• WORK TASK:
Transcribe each record exactly, but omit pictures.

• DATASET ENTRIES:
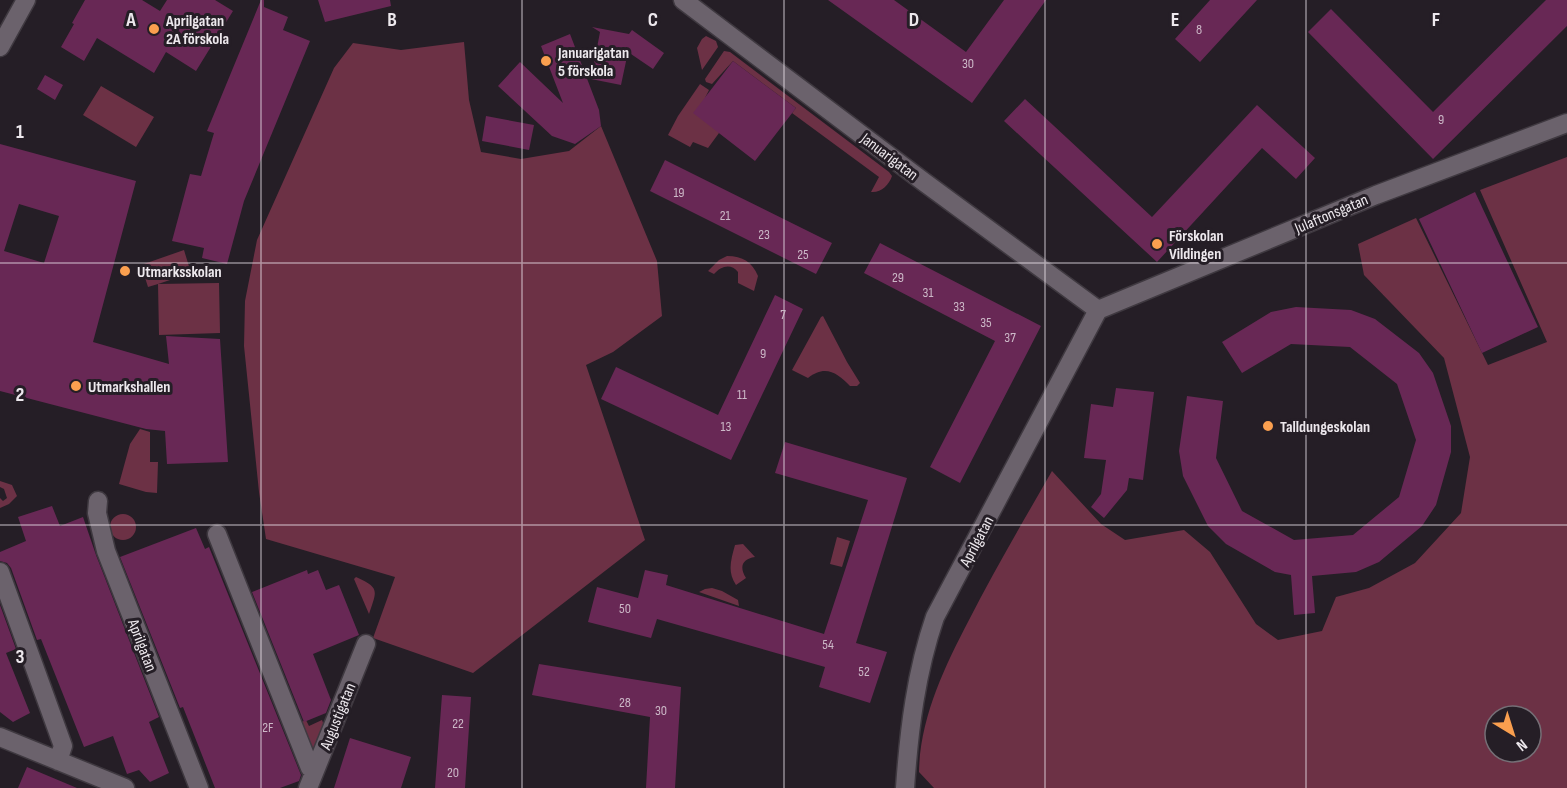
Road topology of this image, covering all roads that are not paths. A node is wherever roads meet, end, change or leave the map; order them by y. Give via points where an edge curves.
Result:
1 (26, 0) edge
2 (683, 0) edge
3 (0, 47) edge
4 (1567, 123) edge
5 (1098, 310) junction
6 (98, 501) dead end
7 (217, 534) dead end
8 (0, 572) edge
9 (366, 644) dead end
10 (0, 737) edge
11 (58, 761) junction
12 (315, 770) junction
13 (125, 788) edge
14 (199, 788) edge
15 (308, 788) edge
16 (905, 788) edge

1 - 3 street
2 - 5 street, Januarigatan
4 - 5 street, Julaftonsgatan via 1376,195
5 - 16 street, Aprilgatan via 935,617 913,706
6 - 14 street, Aprilgatan via 106,551
7 - 12 street via 310,768
8 - 11 street via 63,746
9 - 12 street, Augustigatan
10 - 11 street
11 - 13 street
12 - 15 street, Augustigatan

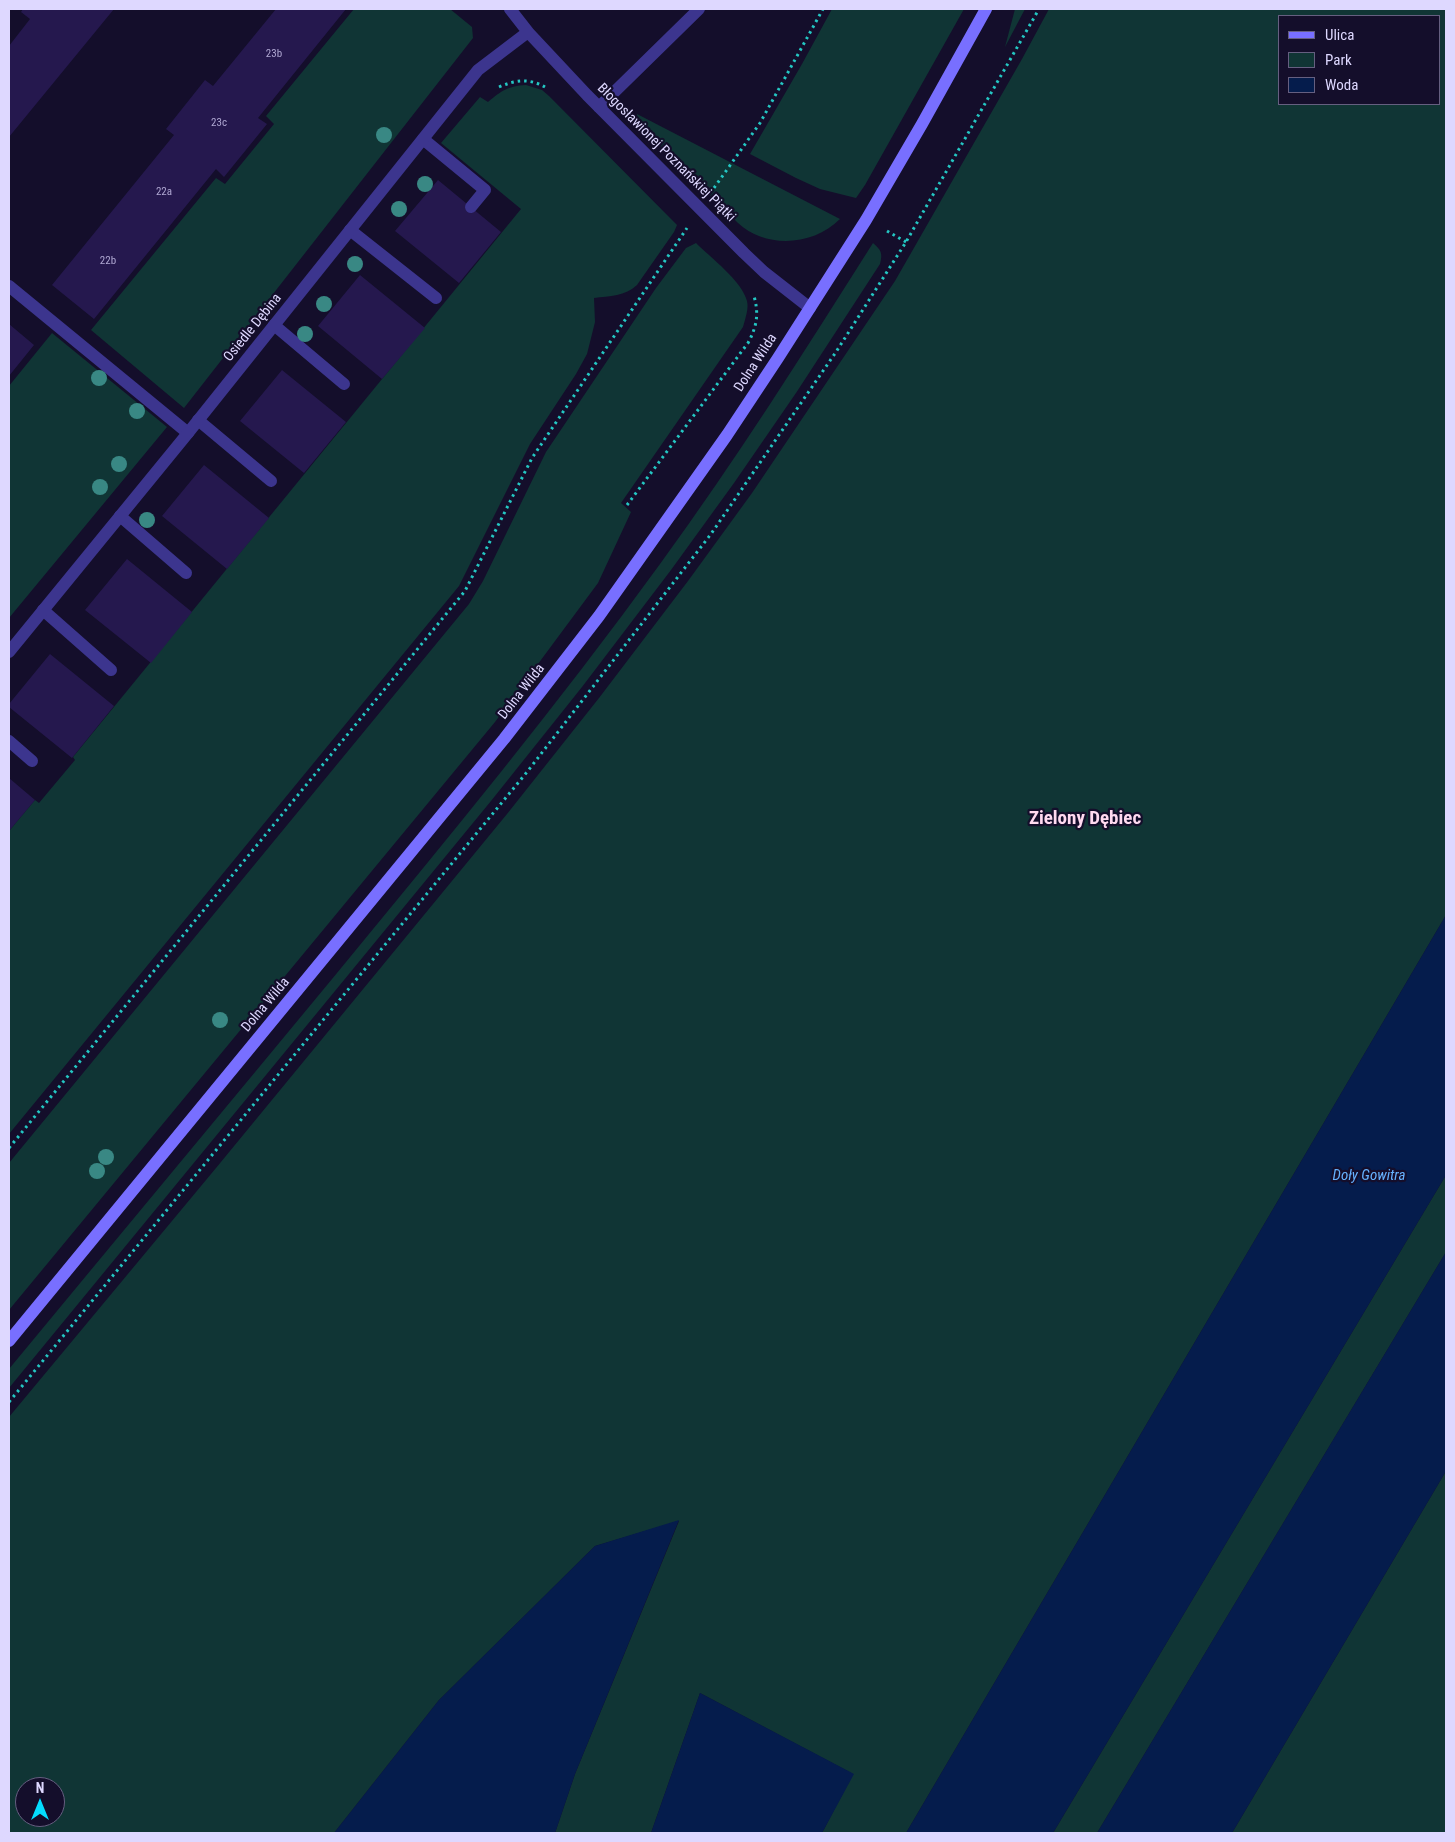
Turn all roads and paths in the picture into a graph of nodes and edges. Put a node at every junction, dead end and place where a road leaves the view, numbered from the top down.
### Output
1 (510, 9) edge
2 (699, 9) edge
3 (822, 9) edge
4 (986, 9) edge
5 (1039, 9) edge
6 (528, 32) junction
7 (492, 90) dead end
8 (549, 90) dead end
9 (599, 107) junction
10 (423, 139) junction
11 (471, 207) dead end
12 (700, 208) junction
13 (682, 222) dead end
14 (687, 227) junction
15 (350, 230) junction
16 (692, 232) dead end
17 (9, 286) edge
18 (751, 291) dead end
19 (436, 298) dead end
20 (810, 308) junction
21 (274, 325) junction
22 (344, 384) dead end
23 (198, 420) junction
24 (188, 433) junction
25 (271, 481) dead end
26 (627, 505) dead end
27 (120, 516) junction
28 (186, 573) dead end
29 (42, 610) junction
30 (9, 652) edge
31 (112, 670) dead end
32 (9, 741) edge
33 (32, 761) dead end
34 (9, 1148) edge
35 (9, 1341) edge
36 (9, 1402) edge

1 - 6 street, Błogosławionej Poznańskiej Piątki
2 - 9 street
3 - 12 path
4 - 20 main road, Dolna Wilda
5 - 36 path
6 - 9 street, Błogosławionej Poznańskiej Piątki
6 - 10 street, Osiedle Dębina
7 - 8 path
9 - 12 street, Błogosławionej Poznańskiej Piątki
10 - 11 street
10 - 15 street, Osiedle Dębina
12 - 14 path
12 - 20 street, Błogosławionej Poznańskiej Piątki
13 - 14 path
14 - 16 path
14 - 34 path
15 - 19 street
15 - 21 street, Osiedle Dębina
17 - 24 street
18 - 26 path
20 - 35 main road, Dolna Wilda
21 - 22 street
21 - 23 street, Osiedle Dębina
23 - 24 street, Osiedle Dębina
23 - 25 street
24 - 27 street, Osiedle Dębina
27 - 28 street
27 - 29 street, Osiedle Dębina
29 - 30 street, Osiedle Dębina
29 - 31 street
32 - 33 street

• RESPONSE TO THE TASK:
Road topology of this image, covering all roads that are not paths. A node is wherever roads meet, end, change or leave the map; order them by y. Give via points where an edge curves.
Result:
1 (26, 0) edge
2 (683, 0) edge
3 (0, 47) edge
4 (1567, 123) edge
5 (1098, 310) junction
6 (98, 501) dead end
7 (217, 534) dead end
8 (0, 572) edge
9 (366, 644) dead end
10 (0, 737) edge
11 (58, 761) junction
12 (315, 770) junction
13 (125, 788) edge
14 (199, 788) edge
15 (308, 788) edge
16 (905, 788) edge

1 - 3 street
2 - 5 street, Januarigatan
4 - 5 street, Julaftonsgatan via 1376,195
5 - 16 street, Aprilgatan via 935,617 913,706
6 - 14 street, Aprilgatan via 106,551
7 - 12 street via 310,768
8 - 11 street via 63,746
9 - 12 street, Augustigatan
10 - 11 street
11 - 13 street
12 - 15 street, Augustigatan

Turn all roads and paths in the picture into a graph of nodes and edges. Put a node at every junction, dead end and place where a road leaves the view, numbered from the top down.
### Output
1 (510, 9) edge
2 (699, 9) edge
3 (822, 9) edge
4 (986, 9) edge
5 (1039, 9) edge
6 (528, 32) junction
7 (492, 90) dead end
8 (549, 90) dead end
9 (599, 107) junction
10 (423, 139) junction
11 (471, 207) dead end
12 (700, 208) junction
13 (682, 222) dead end
14 (687, 227) junction
15 (350, 230) junction
16 (692, 232) dead end
17 (9, 286) edge
18 (751, 291) dead end
19 (436, 298) dead end
20 (810, 308) junction
21 (274, 325) junction
22 (344, 384) dead end
23 (198, 420) junction
24 (188, 433) junction
25 (271, 481) dead end
26 (627, 505) dead end
27 (120, 516) junction
28 (186, 573) dead end
29 (42, 610) junction
30 (9, 652) edge
31 (112, 670) dead end
32 (9, 741) edge
33 (32, 761) dead end
34 (9, 1148) edge
35 (9, 1341) edge
36 (9, 1402) edge

1 - 6 street, Błogosławionej Poznańskiej Piątki
2 - 9 street
3 - 12 path
4 - 20 main road, Dolna Wilda
5 - 36 path
6 - 9 street, Błogosławionej Poznańskiej Piątki
6 - 10 street, Osiedle Dębina
7 - 8 path
9 - 12 street, Błogosławionej Poznańskiej Piątki
10 - 11 street
10 - 15 street, Osiedle Dębina
12 - 14 path
12 - 20 street, Błogosławionej Poznańskiej Piątki
13 - 14 path
14 - 16 path
14 - 34 path
15 - 19 street
15 - 21 street, Osiedle Dębina
17 - 24 street
18 - 26 path
20 - 35 main road, Dolna Wilda
21 - 22 street
21 - 23 street, Osiedle Dębina
23 - 24 street, Osiedle Dębina
23 - 25 street
24 - 27 street, Osiedle Dębina
27 - 28 street
27 - 29 street, Osiedle Dębina
29 - 30 street, Osiedle Dębina
29 - 31 street
32 - 33 street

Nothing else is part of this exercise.